The Japanese code dubbed "Purple", which was used by the Foreign Office and only for diplomatic (but not for military) messages, was broken by Army cryptographers in 1940. A 14-part message using this code, sent from Japan to its embassy in Washington, was decoded in Washington on 6 and 7 December. The message, which made plain the Japanese intention to break off diplomatic relations with the United States, was to be delivered by the Japanese ambassador at 1 p.m. Washington time (dawn in the Pacific). Colonel Rufus S. Bratton, then serving as an aide to Marshall, took this to mean that the Japanese intended to attack at dawn somewhere in the Pacific. Marshall ordered a warning message sent to American bases in the area, including Hawaii. Due to atmospheric transmission conditions the message was sent out via Western Union rather than the usual signal channels and was not received until the attack was already underway.

JN-25

The JN-25 superencrypted code, and its cryptanalysis by the US, is one of the most debated portions of Pearl Harbor lore. JN-25 is the U.S. Navy's last of several names for the cryptosystem the Imperial Japanese Navy sometimes referred to as Naval Code D. Other names used for it include five-numeral, 5Num, five-digit, five-figure, AN (JN-25 Able), and AN-1 (JN-25 Baker), and so on.

Superenciphered codes of this sort were widely used and were the state of the art in practical cryptography at the time. JN-25 was very similar in principle to the British "Naval Cypher No. 3", known to have been broken by Germany during World War II.

Once it was realized what sort of cryptosystem JN-25 was, how to attempt breaking into it was known. Stinnett, in fact, notes the existence of a USN handbook for attacks on such a system, produced by OP-20-G. Even so, breaking any such code was not easy in actual practice. It took much effort and time, not least in accumulating sufficient 'cryptanalytic depth' in intercepted messages prior to the outbreak of hostilities when IJN radio traffic increased abruptly and substantially; prior to 7 December 1941, IJN radio traffic was limited, since the IJN played only a minor role in the war against China and therefore was only rarely required to send radio messages whatever the highest level crypto system might have been. (As well, interception of IJN traffic off China would have been at best spotty.) Rather oddly however, the official history of GYP-1 shows nearly 45,000 IJN messages intercepted during the period from 1 June 1941 until 4 December 1941. Thus, most Japanese encrypted broadcast military radio traffic was Army traffic associated with the land operations in China, none of which used IJN cryptography.

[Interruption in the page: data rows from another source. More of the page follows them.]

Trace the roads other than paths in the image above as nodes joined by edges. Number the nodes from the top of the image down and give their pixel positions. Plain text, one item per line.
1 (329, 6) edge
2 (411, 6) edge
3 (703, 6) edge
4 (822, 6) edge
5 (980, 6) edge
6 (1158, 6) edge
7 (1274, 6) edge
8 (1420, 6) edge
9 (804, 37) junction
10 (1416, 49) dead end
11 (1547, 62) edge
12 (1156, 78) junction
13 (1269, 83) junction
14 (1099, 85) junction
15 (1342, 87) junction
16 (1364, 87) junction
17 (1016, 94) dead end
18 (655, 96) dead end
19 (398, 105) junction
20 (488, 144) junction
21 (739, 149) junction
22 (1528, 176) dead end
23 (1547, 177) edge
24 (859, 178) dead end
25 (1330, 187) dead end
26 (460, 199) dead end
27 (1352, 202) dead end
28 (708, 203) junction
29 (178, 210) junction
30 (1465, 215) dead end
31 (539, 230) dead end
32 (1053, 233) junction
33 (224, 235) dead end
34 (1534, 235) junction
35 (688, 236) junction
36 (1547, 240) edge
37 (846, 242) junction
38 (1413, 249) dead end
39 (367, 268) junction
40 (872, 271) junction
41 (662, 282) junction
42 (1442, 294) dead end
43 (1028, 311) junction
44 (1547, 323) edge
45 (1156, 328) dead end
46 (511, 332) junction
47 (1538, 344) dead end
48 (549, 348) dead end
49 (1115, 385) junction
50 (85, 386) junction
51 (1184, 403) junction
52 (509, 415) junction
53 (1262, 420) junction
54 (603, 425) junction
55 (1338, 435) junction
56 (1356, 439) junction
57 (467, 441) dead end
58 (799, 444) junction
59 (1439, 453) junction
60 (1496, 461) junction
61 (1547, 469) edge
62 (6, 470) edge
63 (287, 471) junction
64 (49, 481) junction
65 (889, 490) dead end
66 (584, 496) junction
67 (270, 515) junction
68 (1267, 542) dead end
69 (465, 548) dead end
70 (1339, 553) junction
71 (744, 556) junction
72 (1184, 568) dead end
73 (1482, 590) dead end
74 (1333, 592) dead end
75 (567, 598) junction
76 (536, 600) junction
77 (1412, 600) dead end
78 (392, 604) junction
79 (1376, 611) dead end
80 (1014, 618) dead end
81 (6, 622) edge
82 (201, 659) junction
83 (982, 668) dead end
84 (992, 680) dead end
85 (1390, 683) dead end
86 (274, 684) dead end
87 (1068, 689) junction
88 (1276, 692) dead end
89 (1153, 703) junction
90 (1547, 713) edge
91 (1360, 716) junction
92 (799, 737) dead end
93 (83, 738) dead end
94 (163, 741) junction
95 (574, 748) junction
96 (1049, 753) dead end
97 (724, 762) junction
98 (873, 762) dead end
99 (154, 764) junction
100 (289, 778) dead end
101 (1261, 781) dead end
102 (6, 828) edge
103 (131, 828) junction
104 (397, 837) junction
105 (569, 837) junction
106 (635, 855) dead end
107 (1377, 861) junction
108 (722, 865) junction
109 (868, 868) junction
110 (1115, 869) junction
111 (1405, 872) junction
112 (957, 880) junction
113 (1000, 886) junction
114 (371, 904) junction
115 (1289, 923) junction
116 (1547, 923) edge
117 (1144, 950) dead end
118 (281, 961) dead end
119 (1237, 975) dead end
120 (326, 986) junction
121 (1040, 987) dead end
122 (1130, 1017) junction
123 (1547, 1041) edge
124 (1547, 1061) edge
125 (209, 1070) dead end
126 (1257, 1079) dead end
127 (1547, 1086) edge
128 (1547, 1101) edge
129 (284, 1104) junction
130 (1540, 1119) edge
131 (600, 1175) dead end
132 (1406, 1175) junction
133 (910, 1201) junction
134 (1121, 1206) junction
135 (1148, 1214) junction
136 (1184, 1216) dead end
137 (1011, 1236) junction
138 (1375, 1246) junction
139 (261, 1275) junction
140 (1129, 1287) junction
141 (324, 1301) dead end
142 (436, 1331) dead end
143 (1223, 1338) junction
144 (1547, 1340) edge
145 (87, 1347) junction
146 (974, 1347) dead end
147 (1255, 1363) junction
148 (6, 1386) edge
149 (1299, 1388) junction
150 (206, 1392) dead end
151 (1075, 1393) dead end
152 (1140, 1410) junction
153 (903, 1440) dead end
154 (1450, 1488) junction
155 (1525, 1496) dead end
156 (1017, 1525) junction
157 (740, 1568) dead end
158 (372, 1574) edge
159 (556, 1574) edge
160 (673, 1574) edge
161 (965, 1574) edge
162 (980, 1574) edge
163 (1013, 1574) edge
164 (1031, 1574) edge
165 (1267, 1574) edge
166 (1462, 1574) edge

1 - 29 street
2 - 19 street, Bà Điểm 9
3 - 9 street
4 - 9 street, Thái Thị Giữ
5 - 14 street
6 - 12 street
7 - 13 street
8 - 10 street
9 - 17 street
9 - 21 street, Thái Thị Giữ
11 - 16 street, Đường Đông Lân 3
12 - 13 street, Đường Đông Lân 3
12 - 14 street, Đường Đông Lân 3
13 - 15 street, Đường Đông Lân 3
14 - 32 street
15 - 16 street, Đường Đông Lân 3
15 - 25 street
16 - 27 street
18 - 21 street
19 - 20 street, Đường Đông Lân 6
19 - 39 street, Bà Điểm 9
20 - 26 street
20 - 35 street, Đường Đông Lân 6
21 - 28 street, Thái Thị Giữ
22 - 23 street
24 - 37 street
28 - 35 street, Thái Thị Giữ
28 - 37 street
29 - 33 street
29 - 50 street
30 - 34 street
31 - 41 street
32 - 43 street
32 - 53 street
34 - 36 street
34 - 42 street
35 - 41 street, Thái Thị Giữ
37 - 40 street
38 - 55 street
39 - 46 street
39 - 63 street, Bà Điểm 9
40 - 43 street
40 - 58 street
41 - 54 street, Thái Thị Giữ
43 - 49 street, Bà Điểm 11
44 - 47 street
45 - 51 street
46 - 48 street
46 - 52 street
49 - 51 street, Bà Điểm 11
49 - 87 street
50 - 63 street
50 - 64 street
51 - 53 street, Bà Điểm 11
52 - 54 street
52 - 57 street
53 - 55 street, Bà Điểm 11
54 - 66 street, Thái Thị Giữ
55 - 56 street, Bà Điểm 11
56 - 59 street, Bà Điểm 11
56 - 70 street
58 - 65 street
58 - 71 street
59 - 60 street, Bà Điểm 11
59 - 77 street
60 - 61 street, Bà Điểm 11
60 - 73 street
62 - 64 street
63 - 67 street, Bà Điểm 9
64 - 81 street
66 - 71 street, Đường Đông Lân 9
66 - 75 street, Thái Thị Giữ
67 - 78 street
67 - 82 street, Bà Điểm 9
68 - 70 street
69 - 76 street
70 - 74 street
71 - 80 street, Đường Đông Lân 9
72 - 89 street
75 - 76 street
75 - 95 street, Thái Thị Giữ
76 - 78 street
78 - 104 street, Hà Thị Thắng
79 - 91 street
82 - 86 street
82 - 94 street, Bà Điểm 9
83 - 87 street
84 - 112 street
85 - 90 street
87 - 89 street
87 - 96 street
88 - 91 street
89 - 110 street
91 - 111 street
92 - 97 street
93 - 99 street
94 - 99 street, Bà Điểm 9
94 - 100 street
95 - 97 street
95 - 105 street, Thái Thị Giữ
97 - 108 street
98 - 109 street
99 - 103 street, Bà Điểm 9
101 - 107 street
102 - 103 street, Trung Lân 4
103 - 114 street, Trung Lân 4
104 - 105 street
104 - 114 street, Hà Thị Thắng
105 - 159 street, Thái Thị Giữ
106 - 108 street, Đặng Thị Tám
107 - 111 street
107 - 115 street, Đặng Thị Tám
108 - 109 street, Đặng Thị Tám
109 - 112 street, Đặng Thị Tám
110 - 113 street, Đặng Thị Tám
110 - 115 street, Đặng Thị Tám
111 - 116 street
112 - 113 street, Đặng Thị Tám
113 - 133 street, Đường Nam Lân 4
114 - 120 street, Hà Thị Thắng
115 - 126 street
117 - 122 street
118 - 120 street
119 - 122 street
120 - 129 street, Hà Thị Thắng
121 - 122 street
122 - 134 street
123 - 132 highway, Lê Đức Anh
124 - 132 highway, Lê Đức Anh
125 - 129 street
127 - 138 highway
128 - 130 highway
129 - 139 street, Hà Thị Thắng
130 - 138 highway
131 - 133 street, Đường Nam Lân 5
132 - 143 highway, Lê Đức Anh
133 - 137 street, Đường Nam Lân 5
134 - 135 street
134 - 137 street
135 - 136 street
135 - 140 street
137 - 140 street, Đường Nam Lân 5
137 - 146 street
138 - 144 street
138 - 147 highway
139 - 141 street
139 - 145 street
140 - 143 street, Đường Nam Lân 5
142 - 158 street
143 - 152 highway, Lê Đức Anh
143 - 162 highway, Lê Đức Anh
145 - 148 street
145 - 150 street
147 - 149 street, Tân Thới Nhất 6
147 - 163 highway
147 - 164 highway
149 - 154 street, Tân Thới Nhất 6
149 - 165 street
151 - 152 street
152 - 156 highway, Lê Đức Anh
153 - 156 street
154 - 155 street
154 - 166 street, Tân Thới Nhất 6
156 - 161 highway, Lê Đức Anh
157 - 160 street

Breaking a superencrypted cipher like JN-25 was a three-step process: (a) determining the "indicator" method to establish the starting point within the additive cipher, (b) stripping away the superencryption to expose the bare code, and then (c) breaking the code itself. When JN-25 was first detected and recognized, such intercepted messages as were interceptable were collected (at assorted intercept stations around the Pacific by the Navy) in an attempt to accumulate sufficient depth to attempt to strip away the superencryption. Success at doing so was termed by the cryptographers a 'break' into the system. Such a break did not always produce a cleartext version of the intercepted message; only a break in third phase could do so. Only after breaking the underlying code (another difficult process) would the message be available, and even then its meaning—in an intelligence sense—might be less than fully clear.

When a new edition was released, the cryptographers were forced to start again. The original JN-25A system replaced the 'Blue' code (as Americans called it), and used five-digit numbers, each divisible by three (and so usable as a quick, and somewhat reliable, error check, as well as something of a 'crib' to cryptanalysts), giving a total of 33,334 legal code values. To make it harder to crack a code value, meaningless additives (from a large table or book of five-digit numbers) were added arithmetically to each five-digit cipher element. JN-25B superseded the first release of JN-25 at the start of December 1940. JN-25B had 55,000 valid words, and while it initially used the same additive list, this was soon changed and the cryptanalysts found themselves entirely locked out again.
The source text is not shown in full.